[Start of section]

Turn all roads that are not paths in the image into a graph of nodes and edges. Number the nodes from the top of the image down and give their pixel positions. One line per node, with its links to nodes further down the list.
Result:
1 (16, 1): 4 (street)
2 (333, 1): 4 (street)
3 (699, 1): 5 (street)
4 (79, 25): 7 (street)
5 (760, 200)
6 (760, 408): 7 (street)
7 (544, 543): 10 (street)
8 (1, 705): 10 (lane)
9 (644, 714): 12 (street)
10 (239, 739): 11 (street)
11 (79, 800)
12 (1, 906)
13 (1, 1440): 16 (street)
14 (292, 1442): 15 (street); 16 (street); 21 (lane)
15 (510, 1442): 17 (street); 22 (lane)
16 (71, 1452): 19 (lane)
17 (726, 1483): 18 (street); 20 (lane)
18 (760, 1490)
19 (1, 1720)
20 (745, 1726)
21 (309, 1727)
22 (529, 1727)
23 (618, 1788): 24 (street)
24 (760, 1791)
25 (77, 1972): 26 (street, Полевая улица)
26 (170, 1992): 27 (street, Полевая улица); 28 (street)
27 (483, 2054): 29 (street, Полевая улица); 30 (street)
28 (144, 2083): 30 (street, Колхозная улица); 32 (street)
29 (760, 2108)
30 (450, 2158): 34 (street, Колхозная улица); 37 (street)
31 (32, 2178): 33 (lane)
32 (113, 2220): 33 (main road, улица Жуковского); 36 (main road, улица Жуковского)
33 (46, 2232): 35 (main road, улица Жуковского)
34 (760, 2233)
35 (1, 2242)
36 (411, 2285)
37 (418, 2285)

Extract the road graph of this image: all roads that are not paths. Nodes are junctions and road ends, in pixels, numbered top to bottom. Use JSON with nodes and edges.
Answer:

[End of section]
[Start of section]

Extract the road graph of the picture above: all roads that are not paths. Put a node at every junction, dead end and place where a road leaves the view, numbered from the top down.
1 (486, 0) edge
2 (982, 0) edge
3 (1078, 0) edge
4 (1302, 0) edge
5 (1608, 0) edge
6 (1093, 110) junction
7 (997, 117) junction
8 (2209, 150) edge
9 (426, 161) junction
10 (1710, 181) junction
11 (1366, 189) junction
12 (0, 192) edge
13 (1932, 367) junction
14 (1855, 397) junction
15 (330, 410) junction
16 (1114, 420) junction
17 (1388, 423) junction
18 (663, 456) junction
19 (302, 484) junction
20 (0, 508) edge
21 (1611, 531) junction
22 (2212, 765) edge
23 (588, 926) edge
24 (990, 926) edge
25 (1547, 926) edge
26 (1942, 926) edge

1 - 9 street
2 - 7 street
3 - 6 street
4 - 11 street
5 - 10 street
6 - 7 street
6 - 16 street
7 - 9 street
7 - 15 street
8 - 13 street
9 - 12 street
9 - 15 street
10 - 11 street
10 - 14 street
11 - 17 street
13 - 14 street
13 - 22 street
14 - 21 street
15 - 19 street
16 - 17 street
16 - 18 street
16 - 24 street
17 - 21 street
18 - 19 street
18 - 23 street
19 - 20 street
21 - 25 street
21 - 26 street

[End of section]

EXERCISE DESCRIPTION
Copy each line of the preceding material that contains "with".

OUTPUT FOR THIS TASK
Turn all roads that are not paths in the image into a graph of nodes and edges. Number the nodes from the top of the image down and give their pixel positions. One line per node, with its links to nodes further down the list.
Extract the road graph of this image: all roads that are not paths. Nodes are junctions and road ends, in pixels, numbered top to bottom. Use JSON with nodes and edges.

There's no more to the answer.